## GOAL OF THE EXERCISE
Starting at the top line, print the entries below exactly as they are and skip every picture.

[Data items]

:::

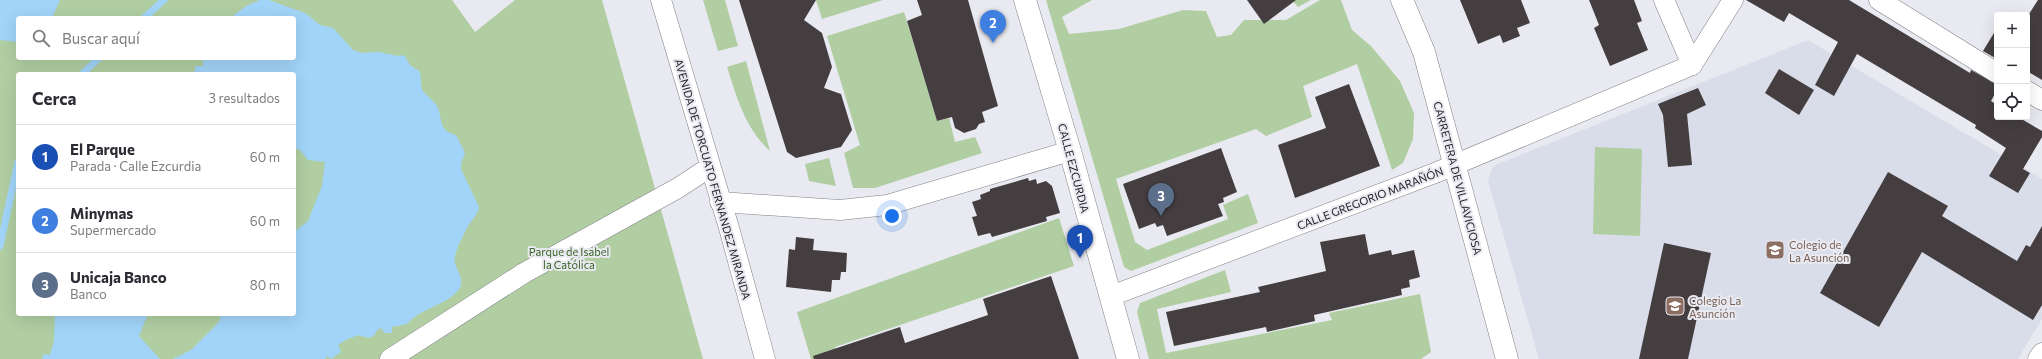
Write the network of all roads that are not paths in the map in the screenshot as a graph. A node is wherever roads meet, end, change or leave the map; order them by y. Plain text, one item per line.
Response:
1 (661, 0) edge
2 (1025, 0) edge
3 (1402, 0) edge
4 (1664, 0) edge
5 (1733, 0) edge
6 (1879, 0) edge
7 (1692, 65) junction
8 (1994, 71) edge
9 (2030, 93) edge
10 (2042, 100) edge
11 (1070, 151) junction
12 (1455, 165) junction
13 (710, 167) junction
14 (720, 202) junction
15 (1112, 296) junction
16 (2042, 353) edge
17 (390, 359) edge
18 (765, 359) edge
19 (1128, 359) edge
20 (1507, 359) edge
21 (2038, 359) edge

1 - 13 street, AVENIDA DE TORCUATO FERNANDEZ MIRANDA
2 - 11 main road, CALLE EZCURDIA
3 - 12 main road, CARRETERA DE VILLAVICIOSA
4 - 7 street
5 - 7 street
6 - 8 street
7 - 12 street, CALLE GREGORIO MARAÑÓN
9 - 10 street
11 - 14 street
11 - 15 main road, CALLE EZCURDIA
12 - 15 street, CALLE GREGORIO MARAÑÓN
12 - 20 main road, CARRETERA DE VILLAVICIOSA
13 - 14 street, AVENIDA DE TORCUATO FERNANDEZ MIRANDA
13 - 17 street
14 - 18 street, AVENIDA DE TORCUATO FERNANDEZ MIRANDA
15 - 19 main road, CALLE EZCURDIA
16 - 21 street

:::

## OUTPUT FOR THIS EXERCISE
Write the network of all roads that are not paths in the map in the screenshot as a graph. A node is wherever roads meet, end, change or leave the map; order them by y. Plain text, one item per line.
Response:
1 (661, 0) edge
2 (1025, 0) edge
3 (1402, 0) edge
4 (1664, 0) edge
5 (1733, 0) edge
6 (1879, 0) edge
7 (1692, 65) junction
8 (1994, 71) edge
9 (2030, 93) edge
10 (2042, 100) edge
11 (1070, 151) junction
12 (1455, 165) junction
13 (710, 167) junction
14 (720, 202) junction
15 (1112, 296) junction
16 (2042, 353) edge
17 (390, 359) edge
18 (765, 359) edge
19 (1128, 359) edge
20 (1507, 359) edge
21 (2038, 359) edge

1 - 13 street, AVENIDA DE TORCUATO FERNANDEZ MIRANDA
2 - 11 main road, CALLE EZCURDIA
3 - 12 main road, CARRETERA DE VILLAVICIOSA
4 - 7 street
5 - 7 street
6 - 8 street
7 - 12 street, CALLE GREGORIO MARAÑÓN
9 - 10 street
11 - 14 street
11 - 15 main road, CALLE EZCURDIA
12 - 15 street, CALLE GREGORIO MARAÑÓN
12 - 20 main road, CARRETERA DE VILLAVICIOSA
13 - 14 street, AVENIDA DE TORCUATO FERNANDEZ MIRANDA
13 - 17 street
14 - 18 street, AVENIDA DE TORCUATO FERNANDEZ MIRANDA
15 - 19 main road, CALLE EZCURDIA
16 - 21 street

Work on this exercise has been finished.